They arrived just in time to see Charm getting eaten by the giant Snow recognized as Dopey.
"Good riddance," mumbled Snow, as the battle began.
Cassie had no idea what to do except to swing her sword around in all directions. Surprisingly, this tactic worked extremely well, because she was the weakest. In an hour, there were six dwarfs down.

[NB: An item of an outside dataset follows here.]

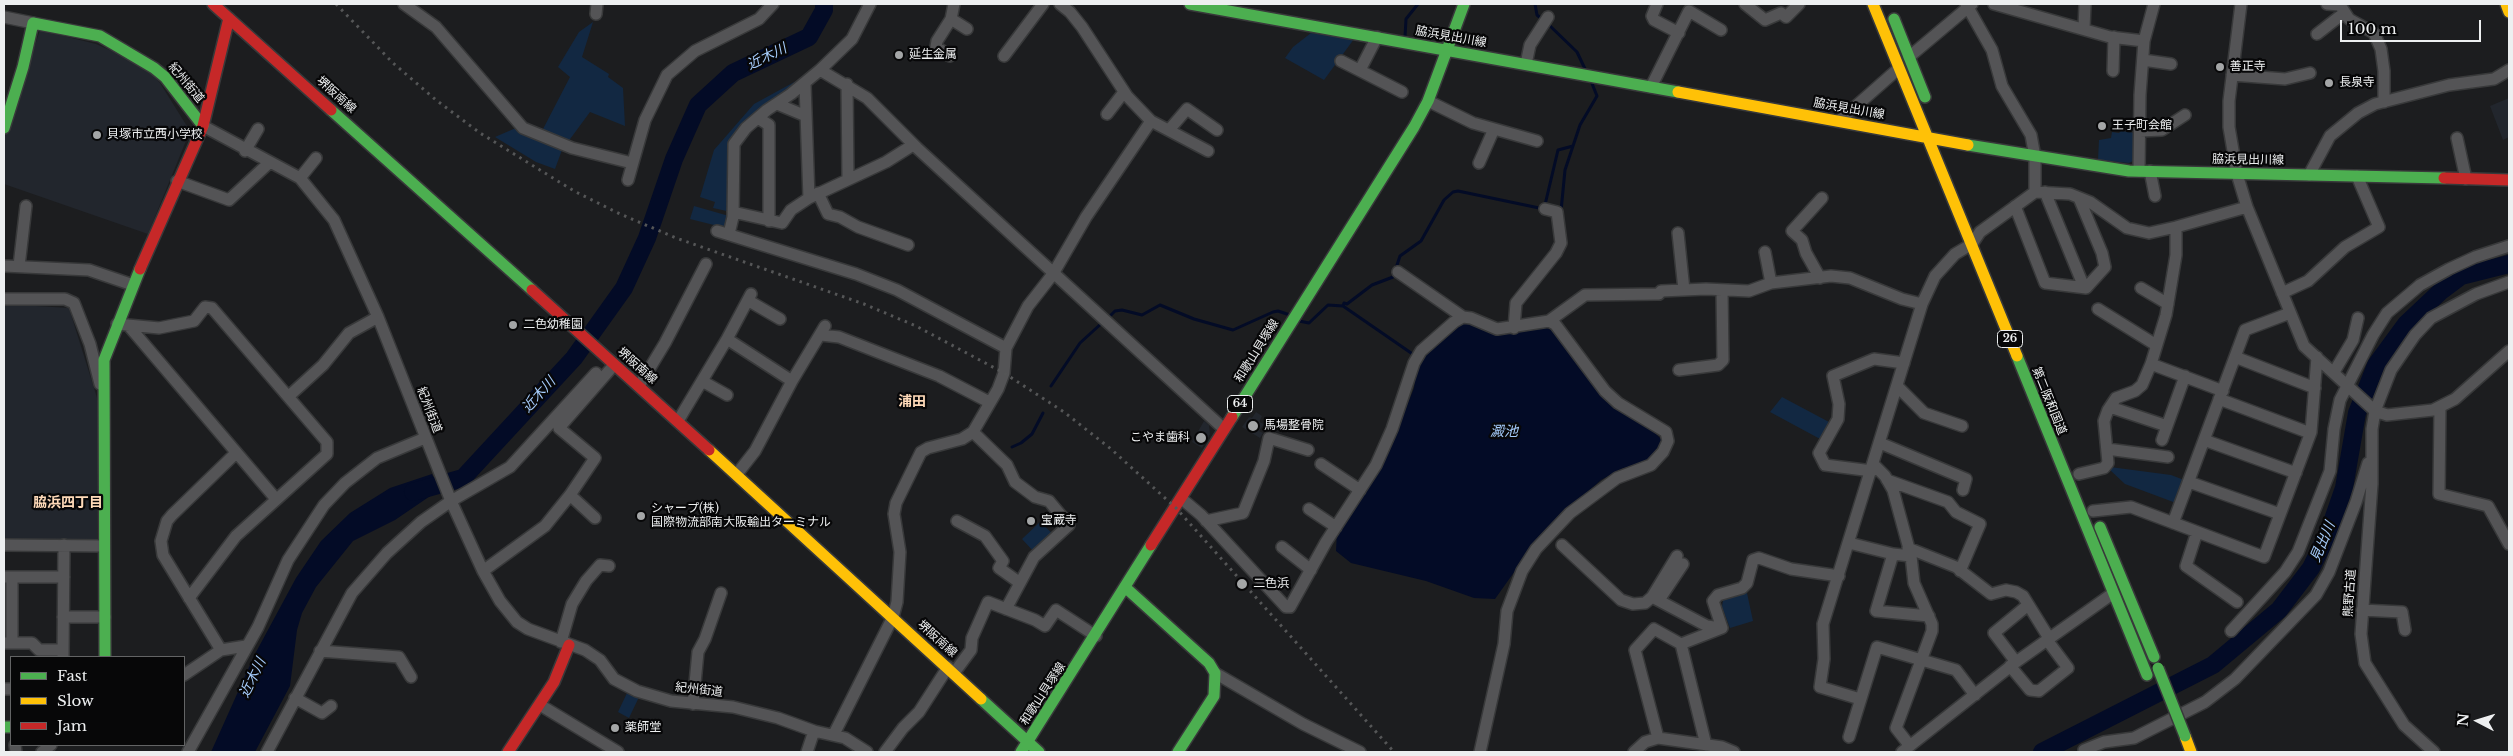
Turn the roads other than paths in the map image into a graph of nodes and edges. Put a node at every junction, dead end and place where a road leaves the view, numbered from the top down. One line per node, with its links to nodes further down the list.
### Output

The last dwarf standing was Dopey, and he was NOT in a good mood. Snow lunged at him; he swatted her away like a pesky fly. She hit the ground hard, out cold. He sneered, and advanced on Cassie like a lion to lunch. Cassie fearfully stuck up her sword and braced herself. After two whole minutes of bracing, she opened her eyes. Miraculously, he had tripped and fallen, impaling his heart on a sharp boulder. Snow, who had just now come to, asked Cassie if they should bring Queenie a "hunting trophy".
Queenie looked up from her tarot practice as her step-daughter entered the shop.

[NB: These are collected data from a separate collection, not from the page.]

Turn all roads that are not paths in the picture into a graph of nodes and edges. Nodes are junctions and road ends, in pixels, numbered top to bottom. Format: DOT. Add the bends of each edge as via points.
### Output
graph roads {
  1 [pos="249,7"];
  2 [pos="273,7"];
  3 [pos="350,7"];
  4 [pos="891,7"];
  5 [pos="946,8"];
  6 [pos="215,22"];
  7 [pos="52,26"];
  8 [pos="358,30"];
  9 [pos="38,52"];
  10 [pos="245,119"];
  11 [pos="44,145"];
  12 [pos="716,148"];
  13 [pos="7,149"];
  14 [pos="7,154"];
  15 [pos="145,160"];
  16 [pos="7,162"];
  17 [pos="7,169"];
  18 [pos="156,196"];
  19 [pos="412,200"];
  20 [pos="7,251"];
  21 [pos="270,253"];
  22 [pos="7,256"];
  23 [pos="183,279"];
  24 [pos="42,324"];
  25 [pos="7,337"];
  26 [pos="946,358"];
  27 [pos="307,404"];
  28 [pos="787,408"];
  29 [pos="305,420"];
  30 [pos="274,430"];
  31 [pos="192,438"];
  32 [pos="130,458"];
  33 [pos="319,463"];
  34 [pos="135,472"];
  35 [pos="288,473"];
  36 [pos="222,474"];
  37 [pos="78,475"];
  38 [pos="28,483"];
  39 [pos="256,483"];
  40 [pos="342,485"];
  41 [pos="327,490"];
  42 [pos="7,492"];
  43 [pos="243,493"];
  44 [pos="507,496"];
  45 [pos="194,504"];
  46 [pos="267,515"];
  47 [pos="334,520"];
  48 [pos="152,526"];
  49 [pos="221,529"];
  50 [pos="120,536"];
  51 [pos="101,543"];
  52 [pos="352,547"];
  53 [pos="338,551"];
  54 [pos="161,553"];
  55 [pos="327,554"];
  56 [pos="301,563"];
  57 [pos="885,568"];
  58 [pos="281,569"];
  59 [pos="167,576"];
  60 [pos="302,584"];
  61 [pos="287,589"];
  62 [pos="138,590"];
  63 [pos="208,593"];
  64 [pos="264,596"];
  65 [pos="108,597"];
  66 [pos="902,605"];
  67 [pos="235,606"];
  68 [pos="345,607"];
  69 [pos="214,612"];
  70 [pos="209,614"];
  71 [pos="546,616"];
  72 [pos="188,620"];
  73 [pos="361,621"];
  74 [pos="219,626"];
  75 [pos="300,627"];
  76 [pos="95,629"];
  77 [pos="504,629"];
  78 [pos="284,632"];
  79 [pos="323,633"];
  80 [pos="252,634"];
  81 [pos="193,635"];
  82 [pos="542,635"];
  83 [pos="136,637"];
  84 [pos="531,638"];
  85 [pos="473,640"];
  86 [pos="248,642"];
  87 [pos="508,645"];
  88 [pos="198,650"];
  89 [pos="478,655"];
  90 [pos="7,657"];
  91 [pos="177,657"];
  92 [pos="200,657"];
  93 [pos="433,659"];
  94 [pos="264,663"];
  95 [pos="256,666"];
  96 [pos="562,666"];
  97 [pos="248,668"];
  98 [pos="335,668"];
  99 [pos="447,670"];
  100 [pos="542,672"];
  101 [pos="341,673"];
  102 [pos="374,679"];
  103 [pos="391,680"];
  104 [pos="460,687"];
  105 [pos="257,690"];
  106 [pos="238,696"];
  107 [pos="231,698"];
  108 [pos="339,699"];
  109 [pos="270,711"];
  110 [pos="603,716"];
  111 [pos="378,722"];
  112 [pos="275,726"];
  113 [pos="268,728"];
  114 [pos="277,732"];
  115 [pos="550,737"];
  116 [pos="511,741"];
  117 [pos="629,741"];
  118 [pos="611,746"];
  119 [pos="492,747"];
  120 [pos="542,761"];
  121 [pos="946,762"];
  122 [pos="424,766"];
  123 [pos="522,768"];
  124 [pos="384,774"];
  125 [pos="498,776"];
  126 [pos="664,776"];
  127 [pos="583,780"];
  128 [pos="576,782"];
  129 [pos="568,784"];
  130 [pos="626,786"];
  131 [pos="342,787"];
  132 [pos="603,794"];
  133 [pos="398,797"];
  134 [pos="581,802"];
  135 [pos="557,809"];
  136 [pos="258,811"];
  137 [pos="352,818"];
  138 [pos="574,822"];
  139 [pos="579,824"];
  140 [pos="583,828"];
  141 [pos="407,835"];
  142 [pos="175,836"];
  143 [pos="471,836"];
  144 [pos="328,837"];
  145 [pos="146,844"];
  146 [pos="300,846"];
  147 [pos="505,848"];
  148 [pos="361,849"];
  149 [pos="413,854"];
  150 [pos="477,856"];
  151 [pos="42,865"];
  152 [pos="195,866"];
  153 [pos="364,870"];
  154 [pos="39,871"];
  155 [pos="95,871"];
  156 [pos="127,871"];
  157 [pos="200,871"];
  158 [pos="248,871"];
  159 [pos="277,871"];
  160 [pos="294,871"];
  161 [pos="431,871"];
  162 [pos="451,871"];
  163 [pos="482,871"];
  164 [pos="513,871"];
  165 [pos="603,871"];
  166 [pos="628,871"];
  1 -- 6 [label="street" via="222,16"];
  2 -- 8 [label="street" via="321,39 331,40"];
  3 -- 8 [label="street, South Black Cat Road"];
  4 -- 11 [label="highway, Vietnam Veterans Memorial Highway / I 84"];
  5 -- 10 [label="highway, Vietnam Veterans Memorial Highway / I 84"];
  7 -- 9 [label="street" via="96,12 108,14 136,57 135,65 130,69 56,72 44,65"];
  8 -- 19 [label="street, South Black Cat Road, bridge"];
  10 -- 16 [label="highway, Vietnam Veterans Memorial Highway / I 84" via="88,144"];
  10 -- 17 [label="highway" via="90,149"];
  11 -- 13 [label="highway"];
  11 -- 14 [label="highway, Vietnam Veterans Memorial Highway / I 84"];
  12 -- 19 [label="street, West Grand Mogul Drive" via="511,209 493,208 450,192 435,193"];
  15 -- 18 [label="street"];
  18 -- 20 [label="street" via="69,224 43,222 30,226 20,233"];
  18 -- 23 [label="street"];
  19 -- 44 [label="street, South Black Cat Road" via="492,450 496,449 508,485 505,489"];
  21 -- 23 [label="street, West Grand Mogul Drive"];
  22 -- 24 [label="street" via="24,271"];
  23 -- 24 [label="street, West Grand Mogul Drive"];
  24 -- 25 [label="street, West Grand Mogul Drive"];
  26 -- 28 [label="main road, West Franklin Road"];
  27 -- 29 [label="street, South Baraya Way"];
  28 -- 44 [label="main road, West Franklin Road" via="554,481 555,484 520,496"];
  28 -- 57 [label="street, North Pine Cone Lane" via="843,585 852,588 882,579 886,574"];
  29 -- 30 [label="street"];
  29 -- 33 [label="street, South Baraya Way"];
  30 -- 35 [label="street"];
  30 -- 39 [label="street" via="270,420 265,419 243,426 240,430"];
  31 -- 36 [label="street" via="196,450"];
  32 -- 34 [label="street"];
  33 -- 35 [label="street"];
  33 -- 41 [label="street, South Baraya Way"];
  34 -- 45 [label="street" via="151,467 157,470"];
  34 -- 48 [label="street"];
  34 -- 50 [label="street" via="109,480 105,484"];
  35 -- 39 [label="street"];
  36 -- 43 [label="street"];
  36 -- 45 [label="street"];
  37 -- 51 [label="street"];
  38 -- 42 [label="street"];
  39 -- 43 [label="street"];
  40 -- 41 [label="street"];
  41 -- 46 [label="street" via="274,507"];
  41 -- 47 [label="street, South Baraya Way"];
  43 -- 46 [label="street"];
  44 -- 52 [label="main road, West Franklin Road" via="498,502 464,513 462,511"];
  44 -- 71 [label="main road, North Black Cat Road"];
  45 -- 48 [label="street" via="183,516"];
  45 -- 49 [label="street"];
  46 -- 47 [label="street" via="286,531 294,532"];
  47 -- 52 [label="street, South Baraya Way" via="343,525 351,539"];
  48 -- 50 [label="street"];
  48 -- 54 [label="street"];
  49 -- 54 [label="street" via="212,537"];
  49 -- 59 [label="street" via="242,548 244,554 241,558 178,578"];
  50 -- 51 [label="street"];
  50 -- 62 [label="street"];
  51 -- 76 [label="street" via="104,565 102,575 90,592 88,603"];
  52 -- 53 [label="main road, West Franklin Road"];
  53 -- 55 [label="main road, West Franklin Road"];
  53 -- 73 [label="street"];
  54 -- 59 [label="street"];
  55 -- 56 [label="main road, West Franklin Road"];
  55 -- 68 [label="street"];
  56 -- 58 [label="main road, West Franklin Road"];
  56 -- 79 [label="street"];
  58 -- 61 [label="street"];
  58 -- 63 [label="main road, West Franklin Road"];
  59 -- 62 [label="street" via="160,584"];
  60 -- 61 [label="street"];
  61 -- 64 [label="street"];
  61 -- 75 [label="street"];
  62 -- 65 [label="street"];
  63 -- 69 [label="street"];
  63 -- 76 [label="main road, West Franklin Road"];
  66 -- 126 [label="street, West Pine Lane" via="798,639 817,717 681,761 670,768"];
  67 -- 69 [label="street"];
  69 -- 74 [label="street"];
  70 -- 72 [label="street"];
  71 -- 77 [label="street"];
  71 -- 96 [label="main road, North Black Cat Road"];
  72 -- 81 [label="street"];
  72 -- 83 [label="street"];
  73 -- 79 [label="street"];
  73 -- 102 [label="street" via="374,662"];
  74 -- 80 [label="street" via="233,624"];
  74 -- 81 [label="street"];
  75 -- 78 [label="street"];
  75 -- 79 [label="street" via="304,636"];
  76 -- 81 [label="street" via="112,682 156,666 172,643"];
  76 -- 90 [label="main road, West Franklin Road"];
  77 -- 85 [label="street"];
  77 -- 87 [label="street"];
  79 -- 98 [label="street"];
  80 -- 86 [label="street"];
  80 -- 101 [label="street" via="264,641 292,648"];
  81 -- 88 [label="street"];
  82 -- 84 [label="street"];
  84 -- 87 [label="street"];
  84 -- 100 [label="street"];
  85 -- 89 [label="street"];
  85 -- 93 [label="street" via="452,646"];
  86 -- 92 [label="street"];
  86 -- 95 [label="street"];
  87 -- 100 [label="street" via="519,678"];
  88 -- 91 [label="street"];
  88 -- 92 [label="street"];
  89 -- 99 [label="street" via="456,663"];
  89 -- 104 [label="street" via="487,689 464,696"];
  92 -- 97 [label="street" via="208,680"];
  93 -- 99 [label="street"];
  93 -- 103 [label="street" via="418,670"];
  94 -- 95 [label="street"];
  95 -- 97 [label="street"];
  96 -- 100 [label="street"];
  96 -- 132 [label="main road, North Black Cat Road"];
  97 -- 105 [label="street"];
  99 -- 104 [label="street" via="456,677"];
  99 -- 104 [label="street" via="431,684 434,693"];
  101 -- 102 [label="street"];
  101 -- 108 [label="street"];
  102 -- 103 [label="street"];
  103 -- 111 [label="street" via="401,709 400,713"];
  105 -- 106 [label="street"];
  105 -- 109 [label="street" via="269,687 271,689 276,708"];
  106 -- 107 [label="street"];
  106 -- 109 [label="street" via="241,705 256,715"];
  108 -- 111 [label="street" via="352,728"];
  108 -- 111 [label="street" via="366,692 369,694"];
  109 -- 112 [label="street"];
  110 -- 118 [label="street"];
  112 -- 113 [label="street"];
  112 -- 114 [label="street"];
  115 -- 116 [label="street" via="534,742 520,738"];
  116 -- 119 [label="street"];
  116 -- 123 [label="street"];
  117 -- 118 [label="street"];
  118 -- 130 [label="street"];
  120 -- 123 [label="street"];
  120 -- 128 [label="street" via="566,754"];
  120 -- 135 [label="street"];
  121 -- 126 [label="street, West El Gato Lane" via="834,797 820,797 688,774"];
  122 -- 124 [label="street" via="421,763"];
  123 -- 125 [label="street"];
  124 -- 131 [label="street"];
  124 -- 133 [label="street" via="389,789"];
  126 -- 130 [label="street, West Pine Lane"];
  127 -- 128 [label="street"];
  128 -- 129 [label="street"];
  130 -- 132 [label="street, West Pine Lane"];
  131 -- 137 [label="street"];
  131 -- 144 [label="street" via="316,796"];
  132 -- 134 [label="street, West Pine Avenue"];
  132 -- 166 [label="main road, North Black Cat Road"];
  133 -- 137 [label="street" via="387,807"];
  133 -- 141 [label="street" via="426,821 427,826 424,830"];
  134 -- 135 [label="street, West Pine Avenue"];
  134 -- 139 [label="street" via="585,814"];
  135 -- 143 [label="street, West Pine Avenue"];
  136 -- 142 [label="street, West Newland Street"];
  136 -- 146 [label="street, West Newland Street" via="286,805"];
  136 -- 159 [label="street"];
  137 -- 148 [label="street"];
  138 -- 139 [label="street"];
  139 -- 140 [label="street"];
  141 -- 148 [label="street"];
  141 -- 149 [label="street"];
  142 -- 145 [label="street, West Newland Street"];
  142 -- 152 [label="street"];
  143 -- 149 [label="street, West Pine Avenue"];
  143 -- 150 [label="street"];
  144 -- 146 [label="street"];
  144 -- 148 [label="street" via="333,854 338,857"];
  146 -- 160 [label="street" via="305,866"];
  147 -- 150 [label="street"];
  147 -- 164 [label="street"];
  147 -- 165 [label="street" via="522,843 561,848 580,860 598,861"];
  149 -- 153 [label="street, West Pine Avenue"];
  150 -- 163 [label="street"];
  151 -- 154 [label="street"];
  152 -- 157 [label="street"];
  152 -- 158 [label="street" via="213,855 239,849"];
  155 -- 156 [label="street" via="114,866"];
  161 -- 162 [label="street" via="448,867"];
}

"Oh bother," she thought, turning red. "What could SHE be here for?"
Snow turned as Cassie lurched into the store, carrying a moist paper bag. Snow revealed its contents; 'twas Dopey's head.
"Uh-oh, 'tis time to skedaddle," Queenie thought. She transformed into a crow and flew out the window, right into a hungry hawk's beak. Bidding Snow farewell, Cassie skipped home, wondering how on earth she could explain to her mother why she was TWENTY FOUR HOURS late!
And Snow lived happily (and Charm-lessly) ever after!
by Mehr R., age 11
The rusting black tram kept on coming closer, closer, closer. I knew we would collide this time. I could see the crooked nosed, light haired driver with a determined look in his blue eyes. The tram was an inch from my nose . . .
My eyes flew open. I kept on having that same dream, and the train got closer every time. I grabbed my glasses off the windowsill.
I heard my mother’s voice coming from downstairs. “Amelia! Summer vacation doesn’t mean you can sleep forever! You said you would return my library books!” she called.
I sighed and looked out the window. The sky was a beautiful light blue, and the grass was green as ever. It wasn’t raining, and I really had no reason not to go. I heaved myself off the bed and slipped into jeans and a t-shirt.
I skipped down the stairs, and chugged a banana milkshake my mom had made for me and set on the table. My mom gave me one of her “you’re so sweet” smiles. I just wanted to go for a walk and think about the dream.
I looked down at one of the cookbooks I was returning for my mom-“Oh NO! Ravioli AGAIN!” I dropped them into my blue tote bag, and headed for the library.
It was convenient living near the library, as I rather liked books. I pushed up my glasses, and pulled my dark black hair back into a ponytail. I felt an odd breeze, too cold for summer. I reached into my bag, remembering my woolen scarf I left there in the winter.
After walking the few blocks to reach the library, I pushed open one of its large wooden doors. I knew the librarian Victoria well, and I didn’t have time for a conversation. I rushed over to the returns bin and dumped the books in. On my way out, I saw a news article clipped out and put on the “Interesting Reads” pinboard by the entrance. It was about how sometimes recurring dreams are a sign of something soon to happen. I scoffed to myself.
Just as I was crossing a road, something didn’t seem to see me. A dark tram was coming at full speed towards me, driven by a crooked nosed, light haired driver with a determined look in his light blue eyes.
The Mysterious Forest
by Brian S., age 11
“We really shouldn’t be out here, dude,” said Charles Fertago to his brother, Connor.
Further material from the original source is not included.